Work request => Look over the entries below. Report how many lines hold the word "header", and only that.

Data =>
———
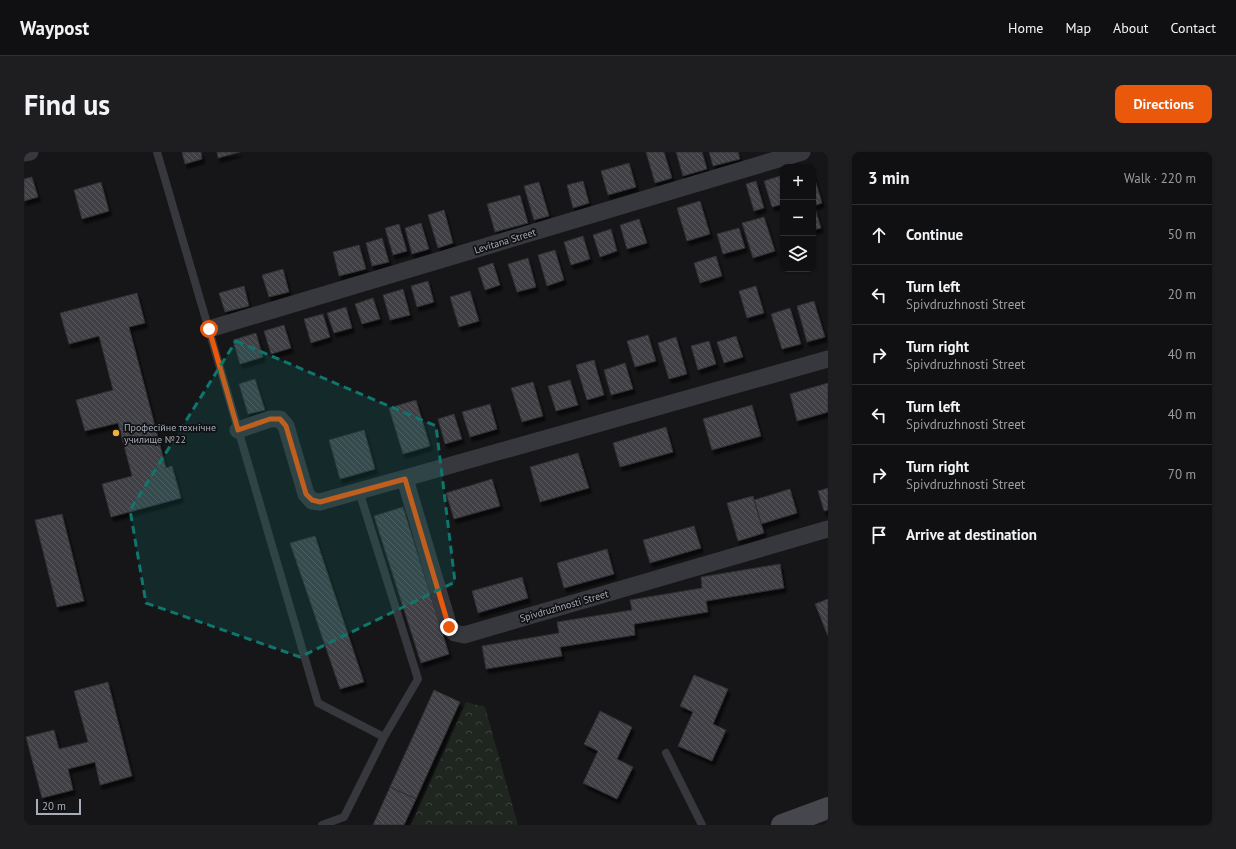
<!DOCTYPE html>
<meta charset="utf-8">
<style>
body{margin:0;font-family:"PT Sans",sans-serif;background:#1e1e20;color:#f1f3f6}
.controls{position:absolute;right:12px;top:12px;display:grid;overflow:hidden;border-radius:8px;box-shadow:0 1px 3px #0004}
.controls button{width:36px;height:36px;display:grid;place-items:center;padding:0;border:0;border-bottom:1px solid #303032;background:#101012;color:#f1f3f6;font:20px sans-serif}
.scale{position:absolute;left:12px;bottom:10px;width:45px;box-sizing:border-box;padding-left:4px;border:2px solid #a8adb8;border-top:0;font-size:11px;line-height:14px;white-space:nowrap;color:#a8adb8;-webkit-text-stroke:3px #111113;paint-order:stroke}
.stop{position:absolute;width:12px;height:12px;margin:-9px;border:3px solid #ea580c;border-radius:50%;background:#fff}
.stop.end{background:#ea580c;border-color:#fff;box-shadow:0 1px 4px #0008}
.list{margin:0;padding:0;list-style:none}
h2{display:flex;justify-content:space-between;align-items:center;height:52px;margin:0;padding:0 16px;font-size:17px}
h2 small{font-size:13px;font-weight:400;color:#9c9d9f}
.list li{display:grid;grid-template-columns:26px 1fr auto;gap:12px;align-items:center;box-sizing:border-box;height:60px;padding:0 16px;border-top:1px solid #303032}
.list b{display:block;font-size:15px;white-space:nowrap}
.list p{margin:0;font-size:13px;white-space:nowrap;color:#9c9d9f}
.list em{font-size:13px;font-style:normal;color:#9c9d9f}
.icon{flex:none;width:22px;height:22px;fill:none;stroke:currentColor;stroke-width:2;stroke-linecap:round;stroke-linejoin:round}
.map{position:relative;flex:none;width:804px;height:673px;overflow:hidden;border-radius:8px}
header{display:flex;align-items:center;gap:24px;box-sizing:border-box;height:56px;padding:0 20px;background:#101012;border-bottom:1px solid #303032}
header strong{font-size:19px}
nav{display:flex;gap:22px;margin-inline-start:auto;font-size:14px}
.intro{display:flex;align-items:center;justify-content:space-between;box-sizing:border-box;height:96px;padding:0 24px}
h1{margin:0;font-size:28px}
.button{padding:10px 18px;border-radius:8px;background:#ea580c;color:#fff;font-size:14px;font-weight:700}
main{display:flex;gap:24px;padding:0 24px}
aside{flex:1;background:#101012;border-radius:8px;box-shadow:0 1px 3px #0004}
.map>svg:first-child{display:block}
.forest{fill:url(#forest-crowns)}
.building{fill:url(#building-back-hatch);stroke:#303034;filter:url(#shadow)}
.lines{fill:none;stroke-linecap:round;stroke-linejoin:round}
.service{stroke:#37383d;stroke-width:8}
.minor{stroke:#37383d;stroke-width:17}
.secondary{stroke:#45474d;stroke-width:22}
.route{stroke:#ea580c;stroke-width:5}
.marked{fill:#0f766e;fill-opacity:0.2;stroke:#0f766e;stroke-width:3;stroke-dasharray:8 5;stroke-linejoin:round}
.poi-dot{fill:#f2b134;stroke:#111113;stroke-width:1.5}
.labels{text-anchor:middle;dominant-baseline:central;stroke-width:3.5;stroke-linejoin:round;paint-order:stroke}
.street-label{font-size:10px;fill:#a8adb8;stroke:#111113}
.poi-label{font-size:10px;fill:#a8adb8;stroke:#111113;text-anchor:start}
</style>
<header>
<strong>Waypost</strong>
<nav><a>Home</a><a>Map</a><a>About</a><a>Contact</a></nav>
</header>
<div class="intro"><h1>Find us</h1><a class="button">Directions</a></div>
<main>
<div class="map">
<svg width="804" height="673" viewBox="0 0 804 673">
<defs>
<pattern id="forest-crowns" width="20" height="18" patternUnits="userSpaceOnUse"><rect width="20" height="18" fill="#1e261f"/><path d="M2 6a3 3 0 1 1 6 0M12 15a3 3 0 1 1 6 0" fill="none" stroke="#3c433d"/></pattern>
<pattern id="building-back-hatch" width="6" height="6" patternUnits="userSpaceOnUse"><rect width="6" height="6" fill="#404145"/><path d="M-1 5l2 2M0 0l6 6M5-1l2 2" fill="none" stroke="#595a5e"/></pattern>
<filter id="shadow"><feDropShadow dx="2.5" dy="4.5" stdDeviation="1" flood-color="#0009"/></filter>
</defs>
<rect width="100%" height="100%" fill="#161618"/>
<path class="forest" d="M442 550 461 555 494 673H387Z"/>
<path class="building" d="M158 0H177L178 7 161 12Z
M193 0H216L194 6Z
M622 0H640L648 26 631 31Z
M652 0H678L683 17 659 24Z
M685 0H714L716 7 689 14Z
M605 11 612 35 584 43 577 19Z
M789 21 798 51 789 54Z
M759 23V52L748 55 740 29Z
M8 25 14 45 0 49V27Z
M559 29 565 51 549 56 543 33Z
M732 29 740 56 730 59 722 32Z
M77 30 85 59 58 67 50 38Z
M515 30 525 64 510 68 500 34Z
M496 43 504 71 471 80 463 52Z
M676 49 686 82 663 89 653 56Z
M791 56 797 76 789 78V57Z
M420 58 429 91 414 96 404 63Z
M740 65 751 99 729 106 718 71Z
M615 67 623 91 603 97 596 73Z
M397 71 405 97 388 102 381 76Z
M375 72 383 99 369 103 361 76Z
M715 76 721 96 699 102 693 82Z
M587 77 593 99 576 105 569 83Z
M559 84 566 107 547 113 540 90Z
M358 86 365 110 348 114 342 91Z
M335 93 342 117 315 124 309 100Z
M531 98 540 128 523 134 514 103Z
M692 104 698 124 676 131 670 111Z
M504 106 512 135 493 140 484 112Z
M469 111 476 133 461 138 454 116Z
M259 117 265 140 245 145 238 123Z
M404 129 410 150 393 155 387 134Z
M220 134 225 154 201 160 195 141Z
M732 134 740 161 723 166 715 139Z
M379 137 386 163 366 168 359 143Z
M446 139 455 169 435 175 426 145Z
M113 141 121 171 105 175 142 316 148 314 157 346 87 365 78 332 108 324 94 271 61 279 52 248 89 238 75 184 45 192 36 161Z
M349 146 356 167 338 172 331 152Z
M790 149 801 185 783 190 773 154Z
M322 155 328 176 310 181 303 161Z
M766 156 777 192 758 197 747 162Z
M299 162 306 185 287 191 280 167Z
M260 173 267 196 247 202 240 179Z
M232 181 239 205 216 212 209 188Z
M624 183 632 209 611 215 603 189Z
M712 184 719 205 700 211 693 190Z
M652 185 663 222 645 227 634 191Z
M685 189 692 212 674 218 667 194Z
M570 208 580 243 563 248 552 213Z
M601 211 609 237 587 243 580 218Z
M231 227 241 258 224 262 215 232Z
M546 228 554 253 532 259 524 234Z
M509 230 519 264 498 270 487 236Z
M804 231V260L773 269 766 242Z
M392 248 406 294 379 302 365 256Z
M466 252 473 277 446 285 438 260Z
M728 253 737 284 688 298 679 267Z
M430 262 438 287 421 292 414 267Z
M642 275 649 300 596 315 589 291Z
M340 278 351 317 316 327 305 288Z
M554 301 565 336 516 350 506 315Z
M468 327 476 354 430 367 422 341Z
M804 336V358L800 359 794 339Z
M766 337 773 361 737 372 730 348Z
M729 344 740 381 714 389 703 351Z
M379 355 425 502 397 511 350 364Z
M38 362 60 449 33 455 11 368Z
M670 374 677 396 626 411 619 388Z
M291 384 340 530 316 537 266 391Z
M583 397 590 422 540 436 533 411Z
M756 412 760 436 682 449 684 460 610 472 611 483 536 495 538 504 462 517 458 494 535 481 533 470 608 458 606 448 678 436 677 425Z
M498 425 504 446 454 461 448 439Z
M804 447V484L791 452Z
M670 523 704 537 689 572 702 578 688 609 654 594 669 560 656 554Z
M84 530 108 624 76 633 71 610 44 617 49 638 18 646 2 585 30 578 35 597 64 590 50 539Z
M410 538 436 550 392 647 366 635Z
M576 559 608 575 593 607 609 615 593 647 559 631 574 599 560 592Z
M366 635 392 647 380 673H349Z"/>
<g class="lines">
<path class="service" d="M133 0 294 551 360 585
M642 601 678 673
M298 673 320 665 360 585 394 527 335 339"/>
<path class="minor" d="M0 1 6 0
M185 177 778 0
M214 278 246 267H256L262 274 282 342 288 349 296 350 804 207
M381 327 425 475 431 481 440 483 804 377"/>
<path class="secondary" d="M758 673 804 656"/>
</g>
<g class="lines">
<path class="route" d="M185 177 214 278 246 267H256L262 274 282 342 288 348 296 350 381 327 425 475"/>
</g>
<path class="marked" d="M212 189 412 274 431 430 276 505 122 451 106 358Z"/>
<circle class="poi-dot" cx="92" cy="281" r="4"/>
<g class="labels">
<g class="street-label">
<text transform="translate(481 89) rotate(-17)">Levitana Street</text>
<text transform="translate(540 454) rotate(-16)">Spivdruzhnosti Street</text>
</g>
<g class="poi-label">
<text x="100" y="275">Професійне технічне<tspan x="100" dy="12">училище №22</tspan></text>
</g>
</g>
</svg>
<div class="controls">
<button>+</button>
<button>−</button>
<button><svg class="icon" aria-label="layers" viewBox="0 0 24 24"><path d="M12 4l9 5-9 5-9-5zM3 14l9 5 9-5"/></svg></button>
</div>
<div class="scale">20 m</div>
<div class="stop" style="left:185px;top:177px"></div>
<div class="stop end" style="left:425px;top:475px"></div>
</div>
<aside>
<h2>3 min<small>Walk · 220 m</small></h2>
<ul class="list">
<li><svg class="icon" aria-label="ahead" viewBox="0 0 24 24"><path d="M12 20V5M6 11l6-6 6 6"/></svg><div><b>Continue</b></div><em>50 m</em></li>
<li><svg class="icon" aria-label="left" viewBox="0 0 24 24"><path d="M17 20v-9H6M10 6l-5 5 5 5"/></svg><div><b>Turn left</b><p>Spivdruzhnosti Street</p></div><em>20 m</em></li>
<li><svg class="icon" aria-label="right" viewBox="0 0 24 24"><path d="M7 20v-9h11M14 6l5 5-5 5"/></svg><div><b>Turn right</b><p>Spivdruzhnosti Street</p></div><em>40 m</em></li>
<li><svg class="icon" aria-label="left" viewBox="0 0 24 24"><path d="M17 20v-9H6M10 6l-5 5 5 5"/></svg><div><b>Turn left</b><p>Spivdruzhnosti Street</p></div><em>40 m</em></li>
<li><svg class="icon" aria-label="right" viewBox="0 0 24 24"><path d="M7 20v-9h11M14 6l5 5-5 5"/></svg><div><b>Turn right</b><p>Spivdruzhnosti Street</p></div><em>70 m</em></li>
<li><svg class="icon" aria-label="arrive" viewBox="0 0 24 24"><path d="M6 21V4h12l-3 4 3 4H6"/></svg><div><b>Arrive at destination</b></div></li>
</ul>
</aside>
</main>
———
Response for this exercise => 4